Saya tidak tahu, karena orang baru.
Pada saat periode yang sekarang ini, ada semacam tumpukan masalah mulai dari interpelasi sampai Hak Menyampaikan Pendapat, kenapa dalam periode kurun waktu 1 tahun muncul masalah masalah krusial?
Menurut saya karena keengganan bupati untuk menindaklanjuti persoalan persolan itu. Contohnya, yang terkait dengan interpelasi , wartawan ada yang tanya , apa hadir dalam sidang interpelasi di DPRD, bupati jawab , gak penting!

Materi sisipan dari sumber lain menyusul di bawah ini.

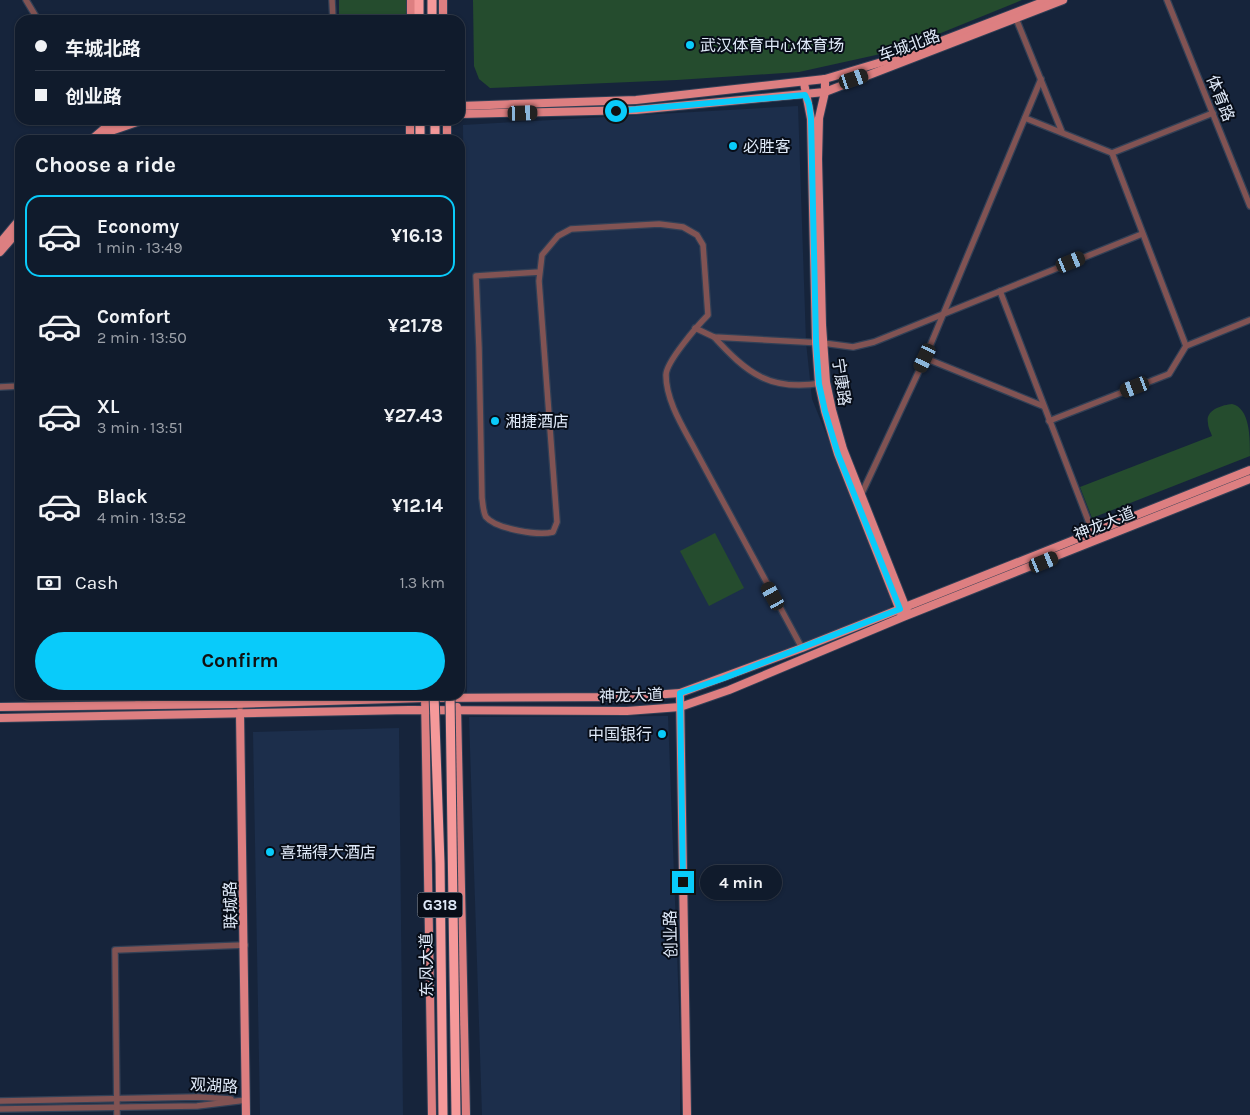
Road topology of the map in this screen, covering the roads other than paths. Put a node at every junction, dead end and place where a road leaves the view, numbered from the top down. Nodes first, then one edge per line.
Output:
1 (26, 0) edge
2 (332, 0) edge
3 (411, 0) edge
4 (419, 0) edge
5 (432, 0) edge
6 (443, 0) edge
7 (1048, 0) edge
8 (1063, 0) edge
9 (1167, 0) edge
10 (35, 15) edge
11 (333, 15) edge
12 (411, 15) edge
13 (419, 15) edge
14 (432, 15) edge
15 (443, 15) edge
16 (1015, 16) junction
17 (824, 79) junction
18 (1041, 80) junction
19 (804, 83) junction
20 (825, 92) junction
21 (805, 95) junction
22 (465, 106) edge
23 (1212, 113) junction
24 (465, 114) edge
25 (1025, 118) junction
26 (103, 125) edge
27 (114, 125) edge
28 (125, 125) edge
29 (106, 130) junction
30 (1062, 132) junction
31 (98, 135) edge
32 (103, 135) edge
33 (1112, 154) junction
34 (1250, 206) edge
35 (15, 225) edge
36 (1142, 234) junction
37 (15, 235) edge
38 (0, 243) edge
39 (0, 252) edge
40 (540, 272) junction
41 (1000, 291) junction
42 (944, 313) junction
43 (1250, 320) edge
44 (695, 328) junction
45 (714, 337) junction
46 (820, 342) junction
47 (1186, 346) junction
48 (925, 358) junction
49 (823, 383) junction
50 (15, 386) edge
51 (0, 387) edge
52 (1044, 406) junction
53 (1049, 421) junction
54 (1250, 470) edge
55 (1250, 479) edge
56 (859, 498) junction
57 (1093, 533) junction
58 (904, 612) junction
59 (802, 648) junction
60 (680, 693) junction
61 (465, 696) edge
62 (138, 700) edge
63 (240, 700) edge
64 (334, 700) edge
65 (427, 700) edge
66 (428, 700) edge
67 (454, 700) edge
68 (455, 700) edge
69 (138, 704) junction
70 (240, 704) junction
71 (0, 707) edge
72 (680, 707) junction
73 (457, 710) junction
74 (425, 711) junction
75 (240, 713) junction
76 (0, 718) edge
77 (245, 945) junction
78 (116, 1099) junction
79 (246, 1100) junction
80 (0, 1101) edge
81 (117, 1107) junction
82 (0, 1109) edge
83 (60, 1112) edge
84 (117, 1115) edge
85 (246, 1115) edge
86 (432, 1115) edge
87 (442, 1115) edge
88 (456, 1115) edge
89 (466, 1115) edge
90 (687, 1115) edge

1 - 10 street
2 - 11 street
3 - 12 main road
4 - 13 highway
5 - 14 highway
6 - 15 main road
7 - 16 main road, 车城北路
8 - 16 main road, 车城北路
9 - 23 street, 体育路
16 - 17 main road, 车城北路
16 - 18 street
16 - 20 main road, 车城北路
17 - 19 main road, 车城北路
17 - 20 main road, 宁康路
18 - 25 street
18 - 30 street
19 - 21 main road
19 - 22 main road, 车城北路
20 - 21 main road, 车城北路
20 - 46 main road, 宁康路
21 - 24 main road, 车城北路
21 - 46 main road
23 - 33 street
23 - 34 street, 体育路
25 - 30 street
25 - 42 street
26 - 29 street
27 - 29 main road
28 - 29 main road
29 - 31 main road
29 - 32 main road
30 - 33 street
33 - 36 street
35 - 38 main road
36 - 41 street
36 - 47 street
37 - 39 main road
40 - 40 street
40 - 44 street
41 - 42 street
41 - 52 street
42 - 46 street
42 - 48 street
43 - 47 street
44 - 45 street
44 - 59 street
45 - 46 street
45 - 49 street
46 - 49 main road, 宁康路
47 - 53 street
48 - 52 street
48 - 56 street
49 - 56 main road, 宁康路
50 - 51 street
52 - 53 street
53 - 57 street
54 - 57 main road, 神龙大道
55 - 58 main road, 神龙大道
56 - 58 main road, 宁康路
57 - 58 main road, 神龙大道
58 - 59 main road, 神龙大道
58 - 72 main road, 神龙大道
59 - 60 main road, 神龙大道
60 - 61 main road, 神龙大道
60 - 72 main road, 创业路
62 - 69 street
63 - 70 street, 联城路
64 - 70 main road, 神龙大道
65 - 74 main road
66 - 87 highway, 东风大道 / G318, bridge
67 - 88 highway, 东风大道 / G318, bridge
68 - 73 main road
69 - 70 main road, 神龙大道
69 - 71 main road, 神龙大道
70 - 75 street, 联城路
72 - 73 main road, 神龙大道
72 - 90 main road, 创业路
73 - 74 main road, 神龙大道
73 - 89 main road
74 - 75 main road, 神龙大道
74 - 86 main road
75 - 76 main road, 神龙大道
75 - 77 main road, 联城路
77 - 78 street
77 - 79 main road, 联城路
78 - 79 street, 观湖路
78 - 80 street, 观湖路
78 - 81 street
79 - 81 street, 观湖路
79 - 85 main road, 联城路
81 - 83 street, 观湖路
81 - 84 street
82 - 83 street, 观湖路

Itu artinya sudah menciderai pilar demokrasi yang berlaku dalam sistim pemerintahan. Antar lembaga itu harusnya saling menghargai. Secara perundangan bahwa DPRD itu bukan bawahan bupati tapi sejajar. Pada saat sidang interpelasi bupati tidak datang, karena dianggap tidak penting.
Padahal yang terkait dengan interpelasi , hak menyatakan pendapat hak angket , semua itu sebetulanya persyaratannya sangat sulit, sangat jarang terjadi di pemerintahan kabupaten atau di kota yang lain. Sangat jarang meskipun ada. Tidak pernah ada yang namanya hak angket dan hak interpelasi dan hak menyatakan pendapat disepakati seluruh anggota DPRD . disetujui seluruh fraksi , hanya di kabupaten Jember ini yang terjadi.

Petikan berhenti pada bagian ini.